Compiled by Joseph Sinel in 1924, this volume presents plates of a "comprehensive range of contemporary design examples from the many thousands of availabe marks. Its purpose is to show marks that have ornamental significance as well as characteristic trade value with the hope that it will prove a worthy influence in the creation of new marks and the adaption of old ones." - from the Introduction.
The author, Joseph Sinel (1889-1975), was a pioneering industrial designer. Sinel claimed to have designed everything from "ads to andirons and automobiles, from beer bottles to book covers, from hammers to hearing aids, from labels and letterheads to packages and pickle jars, from textiles and telephone books to toasters, typewriters and trucks." Although he is perhaps best remembered for his designs of industrial scales, typewriters, and calculators, he also designed trademarks for businesses such as the Art Institute of Chicago, created book jackets for Doubleday, Knopf, and Random House, and for many years designed publications for Mills College. He taught design in a number of schools in the United States, and in 1955 became one of the fourteen founders of the American Society of Industrial Designers (which later merged with other organizations to form the Industrial Designers Society of America).

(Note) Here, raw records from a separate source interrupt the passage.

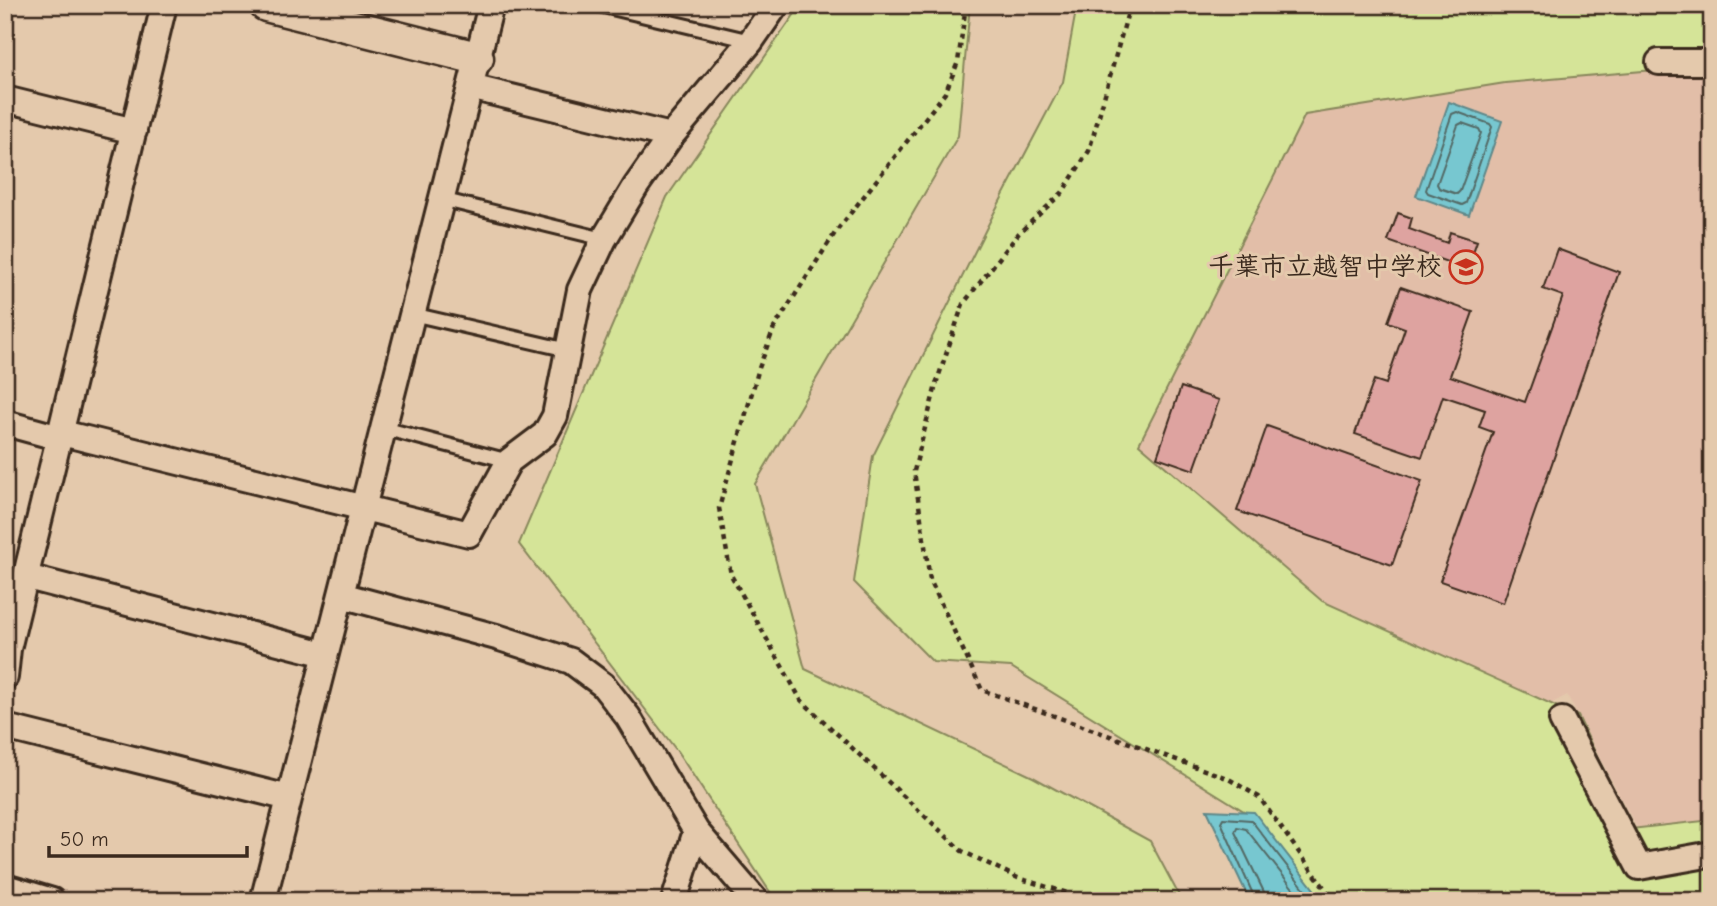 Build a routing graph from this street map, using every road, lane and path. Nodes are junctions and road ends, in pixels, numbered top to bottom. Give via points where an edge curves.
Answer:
1 (164, 5) edge
2 (491, 5) edge
3 (599, 5) edge
4 (776, 5) edge
5 (966, 5) edge
6 (1130, 5) edge
7 (277, 7) edge
8 (751, 41) junction
9 (1659, 62) dead end
10 (1712, 62) edge
11 (474, 72) junction
12 (5, 99) edge
13 (134, 131) junction
14 (671, 136) junction
15 (441, 199) junction
16 (604, 239) junction
17 (412, 314) junction
18 (568, 350) junction
19 (5, 423) edge
20 (383, 428) junction
21 (61, 435) junction
22 (509, 461) junction
23 (363, 509) junction
24 (27, 577) junction
25 (341, 595) junction
26 (325, 654) junction
27 (5, 677) edge
28 (1562, 720) dead end
29 (5, 727) edge
30 (289, 799) junction
31 (696, 831) junction
32 (1712, 854) edge
33 (5, 887) edge
34 (52, 901) edge
35 (263, 901) edge
36 (674, 901) edge
37 (757, 901) edge
38 (1094, 901) edge
39 (1334, 901) edge

1 - 13 street
2 - 11 street
3 - 8 lane
4 - 8 street
5 - 38 path via 958,62 945,93 835,233 774,328 719,508 731,575 801,700 962,851 1018,878
6 - 39 path via 1089,151 1062,193 1019,233 963,304 914,471 930,580 982,690 1227,778 1259,797
7 - 11 street
8 - 14 street
9 - 10 street
11 - 14 street
11 - 15 street
12 - 13 street
13 - 21 street
14 - 16 street
15 - 16 lane
15 - 17 street
16 - 18 street via 580,290
17 - 18 lane
17 - 20 street
18 - 22 street via 555,416 545,434
19 - 21 street
20 - 22 lane
20 - 23 street
21 - 23 street
21 - 24 street
22 - 23 street via 469,534
23 - 25 street
24 - 26 street
24 - 27 street
25 - 26 street
25 - 31 street via 571,661 603,685 628,716
26 - 30 street
28 - 32 street via 1639,867
29 - 30 street
30 - 35 street
31 - 36 street
31 - 37 street
33 - 34 street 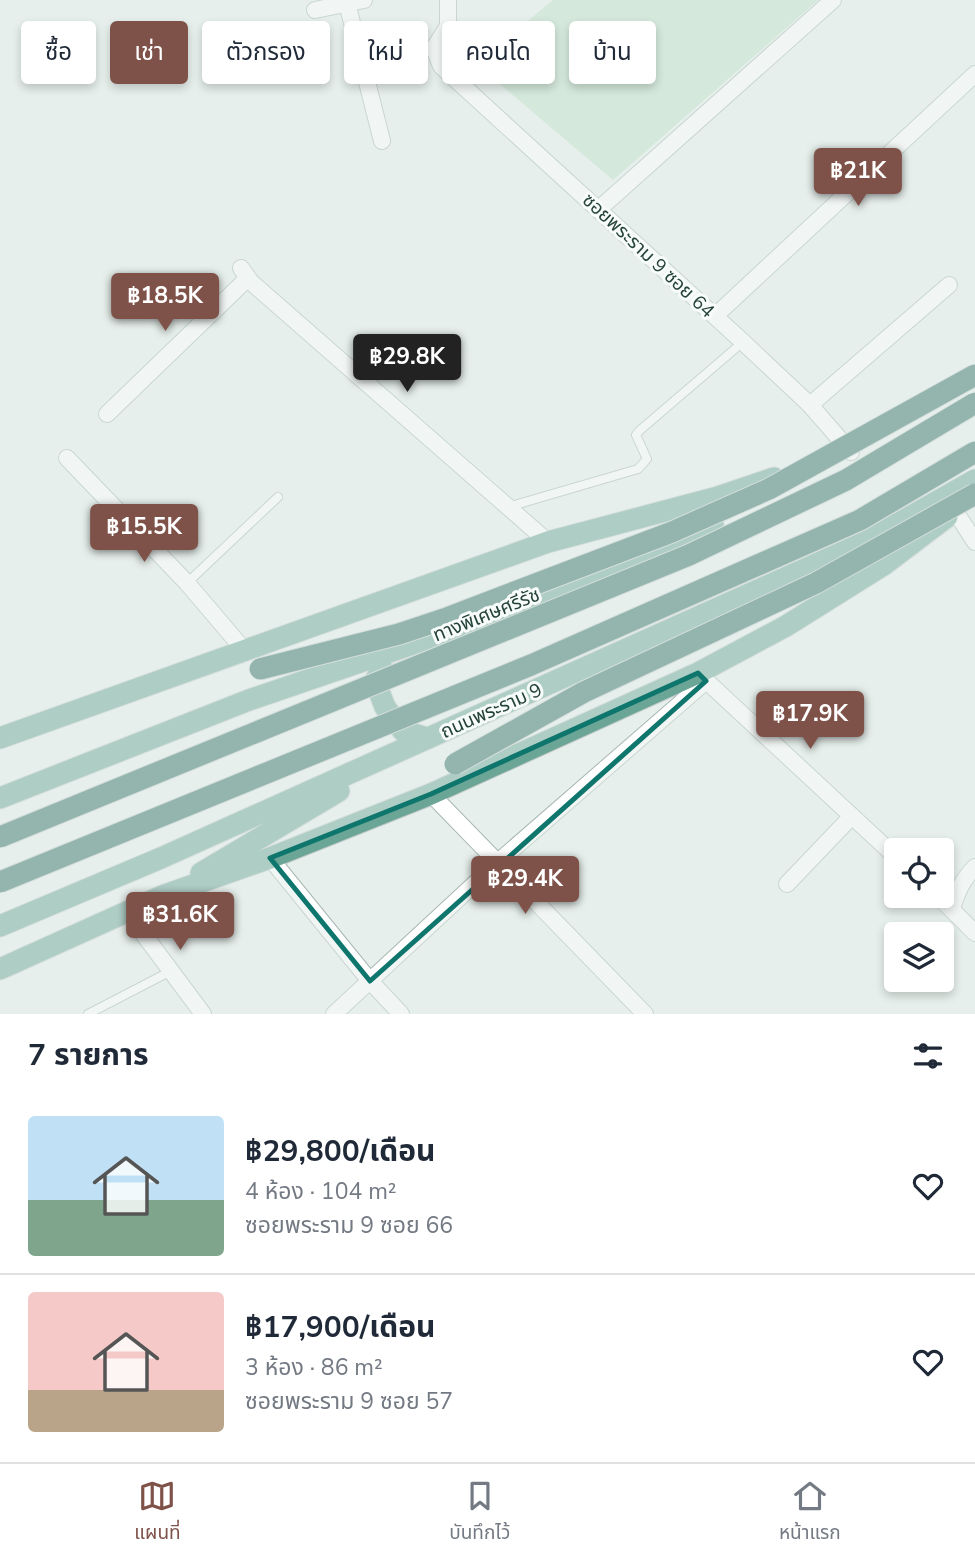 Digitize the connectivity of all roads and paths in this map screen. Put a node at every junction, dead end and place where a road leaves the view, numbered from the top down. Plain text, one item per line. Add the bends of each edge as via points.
1 (364, 0) edge
2 (448, 0) edge
3 (833, 0) edge
4 (347, 4) junction
5 (315, 10) dead end
6 (975, 74) edge
7 (382, 141) dead end
8 (600, 209) junction
9 (949, 285) dead end
10 (715, 316) junction
11 (743, 342) junction
12 (975, 375) edge
13 (975, 381) edge
14 (975, 403) edge
15 (810, 405) junction
16 (107, 414) dead end
17 (854, 451) junction
18 (975, 452) edge
19 (67, 458) dead end
20 (975, 480) edge
21 (975, 494) edge
22 (278, 497) dead end
23 (508, 507) junction
24 (955, 511) junction
25 (548, 542) junction
26 (975, 542) edge
27 (187, 583) junction
28 (244, 650) junction
29 (392, 651) junction
30 (260, 669) dead end
31 (702, 677) junction
32 (0, 738) edge
33 (428, 738) junction
34 (455, 764) dead end
35 (430, 794) junction
36 (0, 798) edge
37 (852, 816) junction
38 (0, 837) edge
39 (884, 846) edge
40 (270, 858) junction
41 (498, 862) junction
42 (975, 867) edge
43 (0, 882) edge
44 (787, 884) dead end
45 (162, 896) junction
46 (952, 909) joint
47 (127, 912) junction
48 (0, 926) edge
49 (975, 933) edge
50 (0, 969) edge
51 (171, 971) junction
52 (370, 981) junction
53 (88, 1014) edge
54 (202, 1014) edge
55 (334, 1014) edge
56 (401, 1014) edge
57 (645, 1014) edge

1 - 4 street
2 - 8 street, ซอยพระราม 9 ซอย 64 via 448,26 435,48 441,66
3 - 8 street
4 - 5 street
4 - 7 street
6 - 10 street
8 - 10 street, ซอยพระราม 9 ซอย 64
9 - 15 street
10 - 11 street, ซอยพระราม 9 ซอย 64
11 - 15 street, ซอยพระราม 9 ซอย 64
11 - 23 lane via 639,431 636,435 647,459 644,464
12 - 30 highway, bridge via 769,489 672,532 399,634
13 - 17 main road
14 - 38 highway, ทางพิเศษศรีรัช, bridge via 846,480 689,555
15 - 17 street, ซอยพระราม 9 ซอย 64
16 - 23 street via 244,273
17 - 25 main road via 718,497
17 - 29 main road via 680,541
18 - 43 highway, bridge via 860,520 531,665
19 - 27 street
20 - 33 main road, ถนนพระราม 9 via 867,541
21 - 24 main road
21 - 34 highway, bridge via 816,583 584,692
22 - 27 lane
23 - 25 street
24 - 26 street
24 - 31 main road via 885,564
25 - 28 main road
27 - 28 street
28 - 32 main road
29 - 33 main road via 375,681 385,707 403,731
29 - 36 main road via 249,700
31 - 35 main road
31 - 37 street
31 - 41 street
33 - 45 main road
33 - 48 main road, ถนนพระราม 9
35 - 40 main road
35 - 41 street
37 - 39 street
37 - 44 street
40 - 45 main road
40 - 52 street
41 - 52 street
41 - 57 street
42 - 46 street via 965,876
45 - 47 main road
46 - 49 street
47 - 50 main road
47 - 51 street
51 - 53 lane
51 - 54 street
52 - 55 street
52 - 56 street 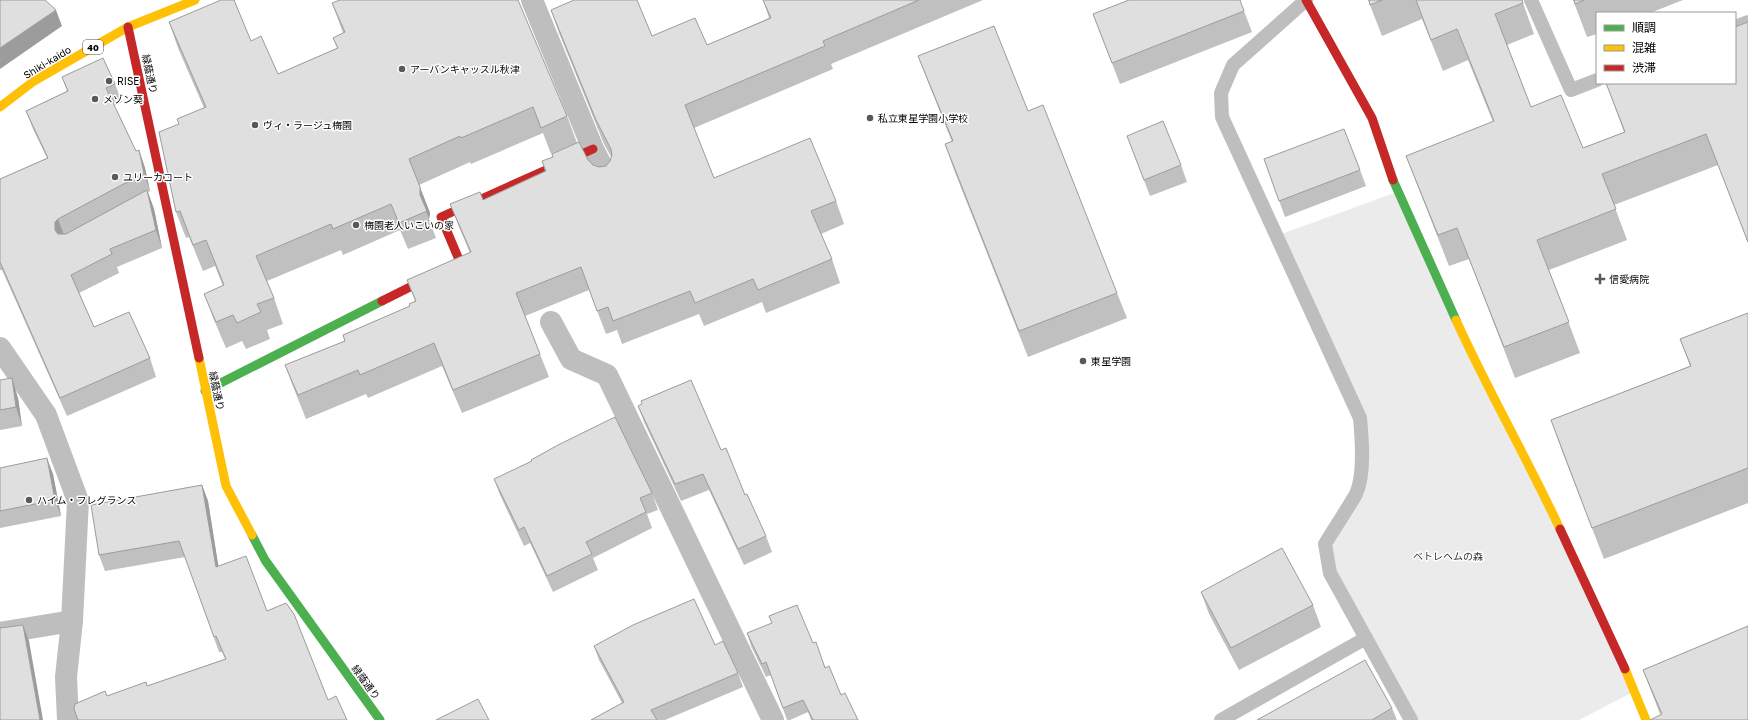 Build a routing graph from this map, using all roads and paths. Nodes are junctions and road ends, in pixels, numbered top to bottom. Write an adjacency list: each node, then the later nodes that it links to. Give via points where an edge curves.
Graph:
1 (195, 0): 6 (street, Shiki-kaido / 40)
2 (532, 0): 10 (street)
3 (1306, 0): 19 (lane, via 1233,65 1220,93 1222,117 1360,418 1363,444 1356,493 1325,544 1330,574); 25 (street, via 1372,118 1397,192 1481,375 1532,470 1635,691)
4 (1531, 0): 8 (lane, via 1571,90)
5 (1748, 22): 7 (lane)
6 (128, 27): 9 (street, Shiki-kaido / 40, via 34,81); 12 (street, 緑蔭通り)
7 (1736, 27)
8 (1596, 80)
9 (0, 107)
10 (593, 149): 11 (street); 16 (street, via 441,217 460,262)
11 (608, 178)
12 (165, 193): 13 (lane); 16 (street, 緑蔭通り)
13 (151, 200)
14 (551, 322): 20 (street, via 571,359 607,375)
15 (0, 348): 17 (street, via 46,415 78,501)
16 (205, 391): 22 (street, 緑蔭通り, via 226,486 265,560)
17 (72, 621): 18 (street); 21 (street, via 66,677)
18 (0, 633)
19 (1366, 638): 23 (lane); 24 (lane)
20 (764, 717)
21 (68, 720)
22 (380, 720)
23 (1222, 720)
24 (1411, 720)
25 (1646, 720)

http://en.wikipedia.org/wiki/Joseph_Claude_Sinel
Joseph Sinel presented a collection of more than 1,000 of his works to the California College of Arts and Crafts in 1967. They are presently maintained in the Simpson Library (SF) and include "three dimensional models of Mr. Sinel's packaging innovations; his designs for industrial products and photographs of the products, among them the S&W coffee can, the first contemporary typewriter (a Remington), the Marchant Calculator... selected examples of his advertising designs, lettering, book designs, and trademarks" as well as sketch books, press, personal sketches, watercolors, and articles.